**What you need to do**
If a line of the records contains the word "roads", list it.

Saved entries:
####################

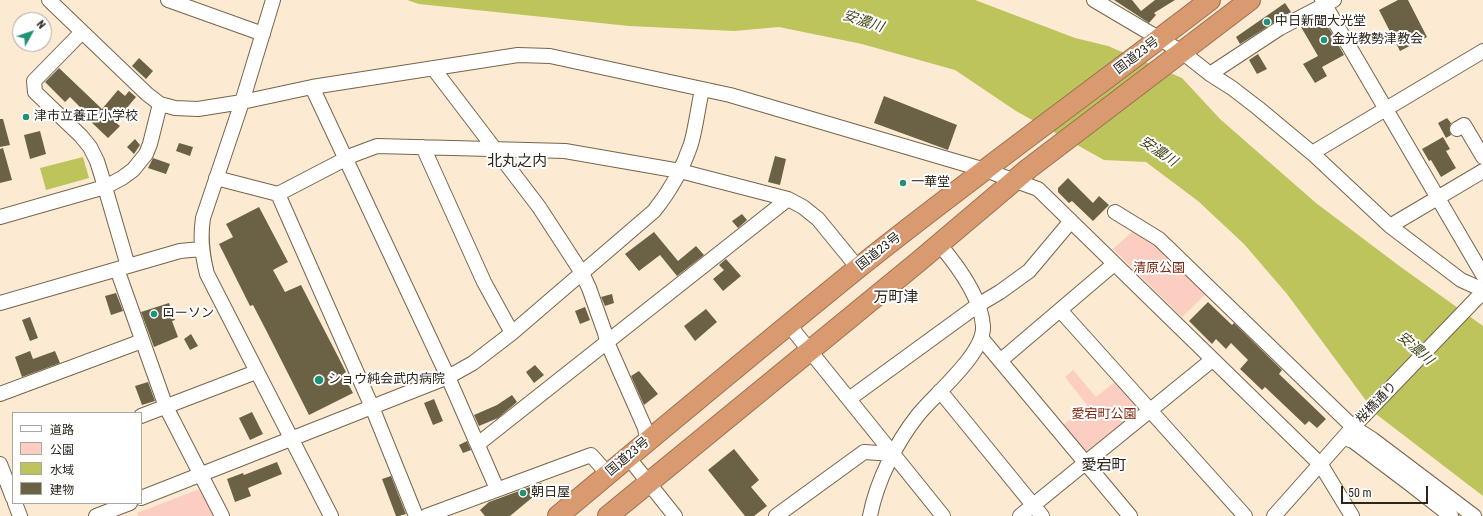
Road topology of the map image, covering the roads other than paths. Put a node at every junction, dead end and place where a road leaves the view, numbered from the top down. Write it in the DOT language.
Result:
graph roads {
  1 [pos="49,0"];
  2 [pos="168,0"];
  3 [pos="273,0"];
  4 [pos="1094,0"];
  5 [pos="1210,0"];
  6 [pos="1250,0"];
  7 [pos="1327,1"];
  8 [pos="82,32"];
  9 [pos="263,34"];
  10 [pos="1157,41"];
  11 [pos="1483,51"];
  12 [pos="1179,54"];
  13 [pos="433,68"];
  14 [pos="1210,74"];
  15 [pos="312,87"];
  16 [pos="702,90"];
  17 [pos="242,102"];
  18 [pos="160,104"];
  19 [pos="1386,109"];
  20 [pos="1457,129"];
  21 [pos="423,147"];
  22 [pos="494,148"];
  23 [pos="1312,153"];
  24 [pos="1483,157"];
  25 [pos="345,159"];
  26 [pos="991,166"];
  27 [pos="680,171"];
  28 [pos="1483,171"];
  29 [pos="1021,174"];
  30 [pos="216,178"];
  31 [pos="105,187"];
  32 [pos="278,194"];
  33 [pos="1437,198"];
  34 [pos="788,199"];
  35 [pos="1116,212"];
  36 [pos="0,217"];
  37 [pos="1071,221"];
  38 [pos="1390,226"];
  39 [pos="939,244"];
  40 [pos="201,249"];
  41 [pos="1114,264"];
  42 [pos="123,268"];
  43 [pos="858,268"];
  44 [pos="1481,272"];
  45 [pos="582,273"];
  46 [pos="1479,292"];
  47 [pos="0,303"];
  48 [pos="978,305"];
  49 [pos="1060,310"];
  50 [pos="789,325"];
  51 [pos="512,333"];
  52 [pos="982,339"];
  53 [pos="142,341"];
  54 [pos="607,342"];
  55 [pos="810,350"];
  56 [pos="1212,360"];
  57 [pos="1000,361"];
  58 [pos="256,372"];
  59 [pos="448,377"];
  60 [pos="940,391"];
  61 [pos="0,394"];
  62 [pos="849,399"];
  63 [pos="166,407"];
  64 [pos="372,407"];
  65 [pos="1150,411"];
  66 [pos="142,416"];
  67 [pos="1349,433"];
  68 [pos="291,439"];
  69 [pos="647,441"];
  70 [pos="478,444"];
  71 [pos="893,454"];
  72 [pos="628,457"];
  73 [pos="1085,462"];
  74 [pos="1321,465"];
  75 [pos="4,468"];
  76 [pos="608,474"];
  77 [pos="201,475"];
  78 [pos="649,483"];
  79 [pos="497,489"];
  80 [pos="12,495"];
  81 [pos="142,498"];
  82 [pos="15,504"];
  83 [pos="127,504"];
  84 [pos="1033,505"];
  85 [pos="20,516"];
  86 [pos="96,516"];
  87 [pos="222,516"];
  88 [pos="332,516"];
  89 [pos="416,516"];
  90 [pos="426,516"];
  91 [pos="558,516"];
  92 [pos="608,516"];
  93 [pos="674,516"];
  94 [pos="776,516"];
  95 [pos="870,516"];
  96 [pos="943,516"];
  97 [pos="1020,516"];
  98 [pos="1042,516"];
  99 [pos="1130,516"];
  100 [pos="1244,516"];
  101 [pos="1274,516"];
  102 [pos="1352,516"];
  103 [pos="1451,516"];
  104 [pos="1474,516"];
  1 -- 8 [label="street"];
  2 -- 9 [label="street"];
  3 -- 9 [label="street"];
  4 -- 10 [label="street"];
  5 -- 10 [label="highway, 国道23号"];
  6 -- 12 [label="highway, 国道23号"];
  7 -- 14 [label="street"];
  7 -- 19 [label="street"];
  8 -- 18 [label="street"];
  8 -- 31 [label="street"];
  9 -- 17 [label="street"];
  10 -- 12 [label="street"];
  10 -- 26 [label="highway, 国道23号"];
  11 -- 19 [label="street"];
  12 -- 14 [label="street"];
  12 -- 29 [label="highway, 国道23号"];
  13 -- 15 [label="street"];
  13 -- 16 [label="street"];
  13 -- 22 [label="street"];
  14 -- 23 [label="street"];
  15 -- 17 [label="street"];
  15 -- 25 [label="street"];
  16 -- 26 [label="street"];
  16 -- 27 [label="street"];
  17 -- 18 [label="street"];
  17 -- 30 [label="street"];
  18 -- 31 [label="street"];
  19 -- 23 [label="street"];
  19 -- 33 [label="street"];
  20 -- 24 [label="street"];
  21 -- 22 [label="street"];
  21 -- 25 [label="street"];
  21 -- 51 [label="street"];
  22 -- 27 [label="street"];
  22 -- 45 [label="street"];
  23 -- 38 [label="street"];
  25 -- 32 [label="street"];
  25 -- 59 [label="street"];
  26 -- 29 [label="street"];
  26 -- 43 [label="highway, 国道23号"];
  27 -- 34 [label="street"];
  27 -- 45 [label="street"];
  28 -- 33 [label="street"];
  29 -- 37 [label="street"];
  29 -- 39 [label="highway, 国道23号"];
  30 -- 32 [label="street"];
  30 -- 40 [label="street"];
  31 -- 36 [label="street"];
  31 -- 42 [label="street"];
  32 -- 64 [label="street"];
  33 -- 38 [label="street"];
  33 -- 44 [label="street"];
  34 -- 43 [label="street"];
  34 -- 54 [label="street"];
  35 -- 67 [label="street"];
  37 -- 41 [label="street"];
  37 -- 48 [label="street"];
  38 -- 46 [label="street"];
  39 -- 48 [label="street"];
  39 -- 55 [label="highway, 国道23号"];
  40 -- 42 [label="street"];
  40 -- 58 [label="street"];
  41 -- 49 [label="street"];
  41 -- 56 [label="street"];
  42 -- 47 [label="street"];
  42 -- 53 [label="street"];
  43 -- 50 [label="highway, 国道23号"];
  44 -- 46 [label="street"];
  45 -- 51 [label="street"];
  45 -- 54 [label="street"];
  46 -- 67 [label="street, 桜橋通り"];
  48 -- 52 [label="street"];
  48 -- 62 [label="street"];
  49 -- 57 [label="street"];
  49 -- 65 [label="street"];
  50 -- 55 [label="street"];
  50 -- 69 [label="highway, 国道23号"];
  51 -- 59 [label="street"];
  52 -- 57 [label="street"];
  52 -- 60 [label="street"];
  53 -- 61 [label="street"];
  53 -- 63 [label="street"];
  54 -- 69 [label="street"];
  54 -- 70 [label="street"];
  55 -- 62 [label="street"];
  55 -- 78 [label="highway, 国道23号"];
  56 -- 65 [label="street"];
  56 -- 74 [label="street"];
  57 -- 73 [label="street"];
  58 -- 63 [label="street"];
  58 -- 68 [label="street"];
  59 -- 64 [label="street"];
  59 -- 70 [label="street"];
  60 -- 71 [label="street"];
  60 -- 84 [label="street"];
  62 -- 71 [label="street"];
  63 -- 66 [label="street"];
  63 -- 77 [label="street"];
  64 -- 68 [label="street"];
  64 -- 89 [label="street"];
  65 -- 73 [label="street"];
  65 -- 100 [label="street"];
  67 -- 74 [label="street, 桜橋通り"];
  67 -- 103 [label="street"];
  67 -- 104 [label="street"];
  68 -- 77 [label="street"];
  68 -- 88 [label="street"];
  69 -- 72 [label="highway, 国道23号"];
  70 -- 79 [label="street"];
  71 -- 94 [label="street"];
  71 -- 95 [label="street"];
  71 -- 96 [label="street"];
  72 -- 76 [label="highway, 国道23号"];
  72 -- 78 [label="street"];
  73 -- 84 [label="street"];
  73 -- 99 [label="street"];
  74 -- 101 [label="street, 桜橋通り"];
  74 -- 102 [label="street"];
  75 -- 80 [label="street"];
  76 -- 79 [label="street"];
  76 -- 91 [label="highway, 国道23号"];
  77 -- 81 [label="street"];
  77 -- 87 [label="street"];
  78 -- 92 [label="highway, 国道23号"];
  78 -- 93 [label="street"];
  79 -- 90 [label="street"];
  82 -- 85 [label="street"];
  83 -- 86 [label="street"];
  84 -- 97 [label="street"];
  84 -- 98 [label="street"];
}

####################

**Response for this exercise**
Road topology of the map image, covering the roads other than paths. Put a node at every junction, dead end and place where a road leaves the view, numbered from the top down. Write it in the DOT language.
graph roads {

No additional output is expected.